Ibekimi Oriamaja Reports
The Nigeria Social Insurance Trust Fund (NSITF) has stated that the Office of the Auditor General of the Federation’s 2018 audit report, which raised 50 questions about the misappropriation of N17.158 billion, had nothing to do with the current management, which took office on June 1, 2021.
The fund stated in a statement issued yesterday in Abuja by the General Manager, Corporate Affairs, NSITF, Ijeoma Okoronkwo, that the financial violations occurred between 2012 and 2017.
It stated that the Senate Committee on Public Accounts was conducting the investigation as part of its statutory oversight functions, and that “it is critical to inform the general public that what is under investigation are not new infractions, but cumulative financial violations under the management that ran the agency between 2012 and 2017.”
“These offenses are not new. They have been under investigation since the Office of the Auditor General of the Federation raised the red flag in 2015. We make it clear that the negative consequences of these breaches have nothing to do with the current administration other than assisting the Senate Committee in carrying out its oversight functions, knowing full well that government is a continuum.
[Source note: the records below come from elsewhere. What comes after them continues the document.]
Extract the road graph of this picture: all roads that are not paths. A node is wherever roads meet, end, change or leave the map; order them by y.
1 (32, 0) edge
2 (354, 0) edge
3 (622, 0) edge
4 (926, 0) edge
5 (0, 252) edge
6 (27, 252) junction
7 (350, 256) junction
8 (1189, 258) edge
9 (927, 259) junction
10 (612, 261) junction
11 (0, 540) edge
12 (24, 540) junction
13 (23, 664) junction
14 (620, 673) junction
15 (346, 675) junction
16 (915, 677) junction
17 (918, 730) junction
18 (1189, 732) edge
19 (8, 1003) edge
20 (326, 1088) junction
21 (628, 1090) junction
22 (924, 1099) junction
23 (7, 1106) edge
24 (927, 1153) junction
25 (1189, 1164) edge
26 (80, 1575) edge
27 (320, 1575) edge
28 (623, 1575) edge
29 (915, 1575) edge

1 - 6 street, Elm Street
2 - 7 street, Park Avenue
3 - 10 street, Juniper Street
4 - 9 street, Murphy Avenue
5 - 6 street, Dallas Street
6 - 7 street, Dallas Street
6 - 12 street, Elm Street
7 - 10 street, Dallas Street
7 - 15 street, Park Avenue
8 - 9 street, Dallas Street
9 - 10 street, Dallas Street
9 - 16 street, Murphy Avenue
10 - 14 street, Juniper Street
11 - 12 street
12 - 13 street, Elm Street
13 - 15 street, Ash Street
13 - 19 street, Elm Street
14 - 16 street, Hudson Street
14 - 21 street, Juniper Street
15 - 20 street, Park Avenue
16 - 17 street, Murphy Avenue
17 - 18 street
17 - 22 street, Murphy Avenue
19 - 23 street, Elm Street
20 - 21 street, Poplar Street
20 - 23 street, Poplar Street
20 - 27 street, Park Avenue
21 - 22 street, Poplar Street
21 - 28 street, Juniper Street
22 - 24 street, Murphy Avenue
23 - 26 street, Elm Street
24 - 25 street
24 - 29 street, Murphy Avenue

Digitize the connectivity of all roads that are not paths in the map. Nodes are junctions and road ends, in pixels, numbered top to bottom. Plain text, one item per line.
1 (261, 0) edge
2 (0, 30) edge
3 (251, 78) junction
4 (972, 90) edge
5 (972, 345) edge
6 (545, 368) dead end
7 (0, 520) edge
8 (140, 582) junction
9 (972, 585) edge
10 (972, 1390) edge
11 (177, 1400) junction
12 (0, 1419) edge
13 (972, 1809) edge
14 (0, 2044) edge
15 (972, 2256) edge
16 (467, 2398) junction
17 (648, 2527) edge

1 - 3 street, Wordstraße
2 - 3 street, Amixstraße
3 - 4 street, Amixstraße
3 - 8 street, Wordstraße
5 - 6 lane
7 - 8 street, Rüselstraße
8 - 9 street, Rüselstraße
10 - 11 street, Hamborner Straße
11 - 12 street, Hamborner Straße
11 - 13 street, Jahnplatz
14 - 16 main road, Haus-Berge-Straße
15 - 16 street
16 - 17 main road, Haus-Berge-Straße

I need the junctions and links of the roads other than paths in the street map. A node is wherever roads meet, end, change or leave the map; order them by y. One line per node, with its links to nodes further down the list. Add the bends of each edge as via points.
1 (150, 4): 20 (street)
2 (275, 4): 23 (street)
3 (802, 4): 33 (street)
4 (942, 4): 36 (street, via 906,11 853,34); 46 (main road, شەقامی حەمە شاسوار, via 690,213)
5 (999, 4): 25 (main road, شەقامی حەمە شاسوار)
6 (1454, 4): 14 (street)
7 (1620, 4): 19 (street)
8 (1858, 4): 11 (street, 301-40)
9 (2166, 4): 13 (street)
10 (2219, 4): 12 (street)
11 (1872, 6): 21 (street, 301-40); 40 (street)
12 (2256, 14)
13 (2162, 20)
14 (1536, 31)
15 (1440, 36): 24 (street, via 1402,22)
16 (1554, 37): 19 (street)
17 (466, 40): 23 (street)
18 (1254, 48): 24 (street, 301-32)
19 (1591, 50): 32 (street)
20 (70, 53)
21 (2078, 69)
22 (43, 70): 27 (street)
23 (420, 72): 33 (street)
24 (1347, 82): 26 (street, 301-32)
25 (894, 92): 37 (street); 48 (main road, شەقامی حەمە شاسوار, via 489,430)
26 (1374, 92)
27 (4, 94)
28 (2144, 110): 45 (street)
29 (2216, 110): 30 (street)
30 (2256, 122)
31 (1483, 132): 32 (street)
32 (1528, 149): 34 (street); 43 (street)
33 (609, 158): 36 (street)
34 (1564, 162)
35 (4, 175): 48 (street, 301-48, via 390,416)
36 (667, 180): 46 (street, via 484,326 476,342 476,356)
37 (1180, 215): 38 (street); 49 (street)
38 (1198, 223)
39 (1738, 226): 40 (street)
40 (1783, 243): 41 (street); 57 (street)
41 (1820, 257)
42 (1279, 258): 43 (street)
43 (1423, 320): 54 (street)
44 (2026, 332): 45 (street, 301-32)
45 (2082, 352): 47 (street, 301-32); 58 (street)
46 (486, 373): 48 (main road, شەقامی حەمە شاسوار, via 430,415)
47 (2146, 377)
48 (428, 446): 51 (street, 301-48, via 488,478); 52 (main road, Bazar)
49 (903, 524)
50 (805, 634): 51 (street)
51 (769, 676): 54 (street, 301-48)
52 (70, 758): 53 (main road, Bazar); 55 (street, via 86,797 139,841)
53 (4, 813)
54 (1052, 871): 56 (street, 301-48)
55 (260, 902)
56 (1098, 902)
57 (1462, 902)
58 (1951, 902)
“The Economic and Financial Crimes Commission (EFCC) has investigated and prosecuted the former Chairman of the Board and five other senior officials, including the Managing Director and three Directors, over some of the issues.”
“Huge sums of money and property were also recovered, and some of the indicted employees were also removed from their positions.”
“In fact, when the Senate Committee launched this current investigation, the Managing Director, Dr. Michael Akabogu, formed an internal committee to obtain detailed transactions involving the fund during the period under investigation from First Bank and Skye Bank, respectively.” The documents were then delivered to the Senate Committee.”
In light of reports that termites were eating up the documents used in the transactions under investigation, the NSITF explained that the contents of the container where they were kept on the fund’s premises had succumbed to elements.
“However, when the Senate Committee requested the vouchers supporting the transactions, Dr. Akabogu requested that the former Managing Directors whose tenures the transactions were made be invited to provide additional answers, particularly regarding the vouchers.”
“Because the current management is not in possession of the vouchers, the Senate Committee was informed that the contents of the container in the fund’s premises, where the former Managing Directors allegedly left the vouchers, have succumbed to the elements.”
‘And that this can be supported by memos previously written by the fund’s General Services Department on the state of the facility in question,” it stated.
Okoronkwo stated that the statement was necessary to prevent further incorrect finger-pointing and mischief in the media directed at the current management of the NSITF.
According to her, the NSITF has charted a new course with strategic reforms that are strongly anchored in transparency and are already yielding positive results since the current management team took over.